During the Google Glass (GG) evolution, all types of “reality” became mainstream including Virtual Reality (VR), Augmented Reality (AR), and Mixed Reality (MR). During the debut of the GG era, I wrote my thesis at Harvard University on “GlassSurgeon: Enhanced workflow for surgeons using Google Glass”. Fast forwarding to now, the industry has made a stunning progress to bringing users an “immersive” experience in all types of realities.
Let's understand the performance of these technologies and think about a few different applications within healthcare. All types of “realities” provide “immersive” experience for the users while differentiating in the following.
• Virtual Reality (VR): Computer-simulated reality • Augmented Reality (AR): Real life (live) viewed with enhanced or supplemented input • Mixed Reality (MR): Hybrid of both VR and AR where there are real and virtual simulations.
Healthcare offers a number of unique cases that can be leveraged by both VR and AR, while AR provides more low-hanging-fruit use cases and does not completely take people out of the real world.
Gajen Sunthara, Director of Innovation R&D, Innovation Program, Boston Children’s Hospital
Simulator, Training and Education Programs
The flight simulator program that trains the pilot before they fly the actual plane has been around since the 1920s. Healthcare consists of the very same scenario where it deals with life or death situations and very high-risk industries. In academic and teaching health systems, it is very common to have a simulator and training programs that train healthcare providers like surgeons, an anesthesiologist on a complicated procedure before on actual patients.
Figure 3 - Boston Children’s Hospital Simulation Program
There could be phased approaches to training the next generation clinicians with VR and AR. First, new trainees will be able to completely visualize and walk through with just the virtual reality immersive experience with VR tech. Second, with a clinical scenario and mannequins with AR tech, they can aid in showing the real world, life view with an augmented display that walks them through with step by step instructions for the complicated procedure.

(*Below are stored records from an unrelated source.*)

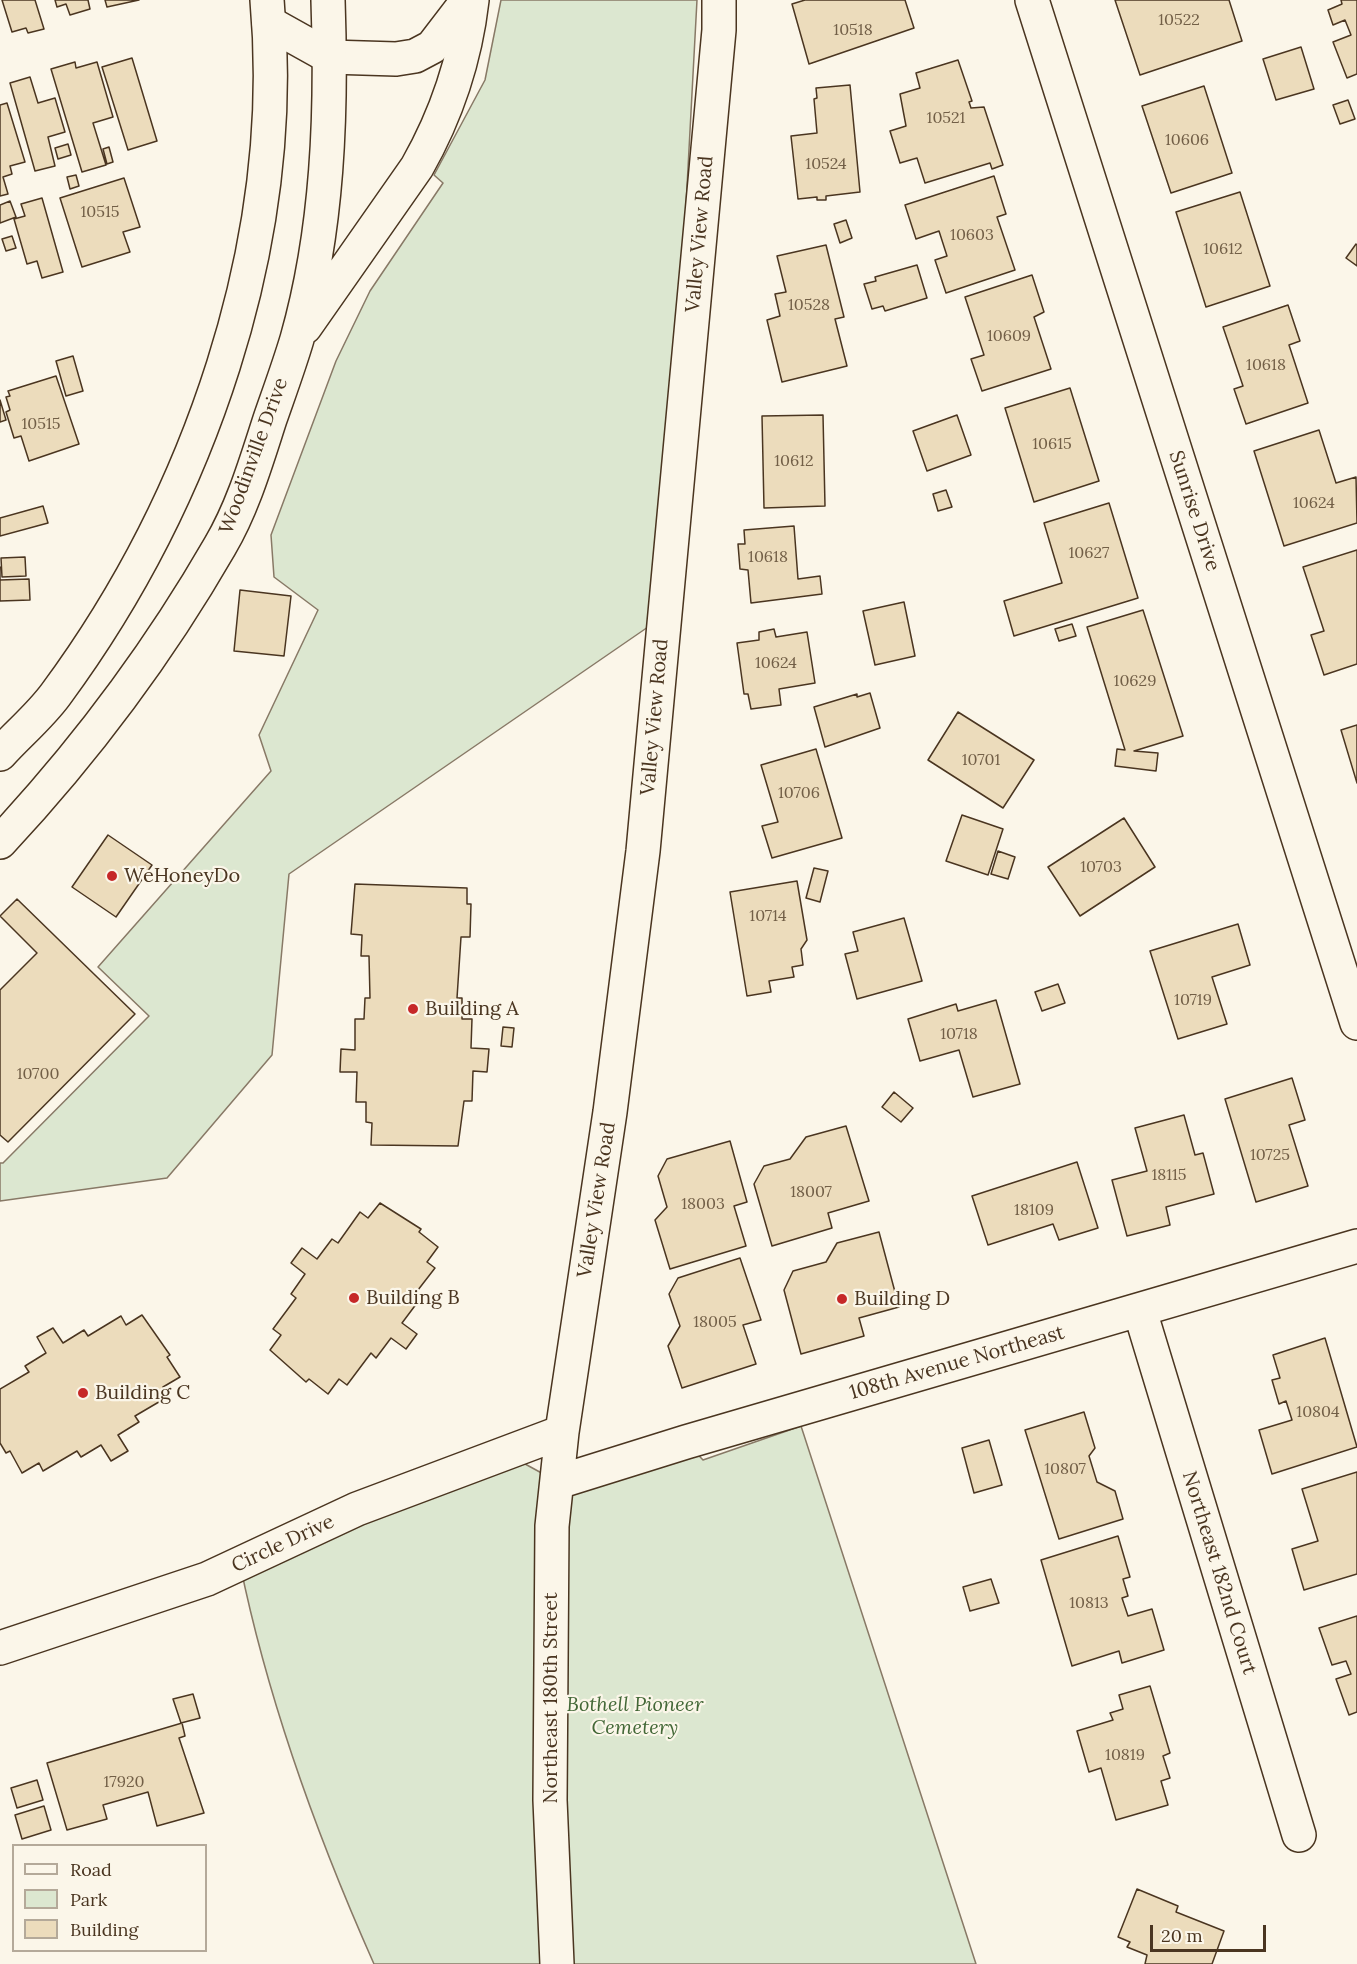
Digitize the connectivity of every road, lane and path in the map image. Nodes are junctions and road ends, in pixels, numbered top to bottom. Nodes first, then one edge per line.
1 (327, 0) edge
2 (470, 0) edge
3 (719, 0) edge
4 (1032, 0) edge
5 (268, 11) edge
6 (330, 57) junction
7 (297, 338) junction
8 (0, 754) edge
9 (0, 842) edge
10 (1357, 1023) edge
11 (1357, 1246) edge
12 (1140, 1311) junction
13 (562, 1432) junction
14 (558, 1482) junction
15 (0, 1648) edge
16 (1299, 1835) dead end
17 (557, 1964) edge

1 - 6 street, Woodinville Drive
2 - 6 street
2 - 7 street
3 - 13 street, Valley View Road
4 - 10 street, Sunrise Drive
5 - 6 street
5 - 8 street
6 - 7 street, Woodinville Drive
7 - 9 street, Woodinville Drive
11 - 12 street, 108th Avenue Northeast
12 - 14 street, 108th Avenue Northeast
12 - 16 street, Northeast 182nd Court
13 - 14 street, Northeast 180th Street
13 - 15 street, Circle Drive
14 - 17 street, Northeast 180th Street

VR has the potential to lead the space of simulation and training programs, where it can immerse the clinicians into a virtual reality experience
Medical training also can be enhanced by revolution of these “reality” technologies where trainers are able to observe and grade medical students.
In a real world scenario; there is no room for errors as the VRs only show virtual world and it is not going to work best as the user want to see the real world surgical situations with enhanced information. Imagine the following clinical scenario: a patient on a full sedation in the operating room where AR technology can show the real world surgical scenario “blueprint” of the whole procedure for the surgeon. For example, the surgeon just received the medical scan for the area of procedure, now AR tech can align the medical image with the patient's tumor that needs to be removed.
Surgical environments are usually complex and the “reality” technology needs to be sterile, wire-free, with LED lights, black glass that can be replaced with clear glass or protective glass, with supported magnifying surgical loupes, point of view video recording of a surgical procedure with enhanced information like highlighting veins, showing the tumors and information with computer visions is the next level AR applications.
In conclusion, there are potential uses of VR, AR, and MR technologies in the Healthcare systems. VR has the potential to lead the space of simulation and training programs, where it can immerse the clinicians into a virtual reality experience. AR/MR is still enduring an early phase, especially the “computer vision”. Healthcare is complex in terms of knowing medicine that is a high-risk complex industry. A major disadvantage in these technologies would be the instance that they are still tethered, not wireless and it is not medical grade equipment. However it can be hacked to show proof of the concept.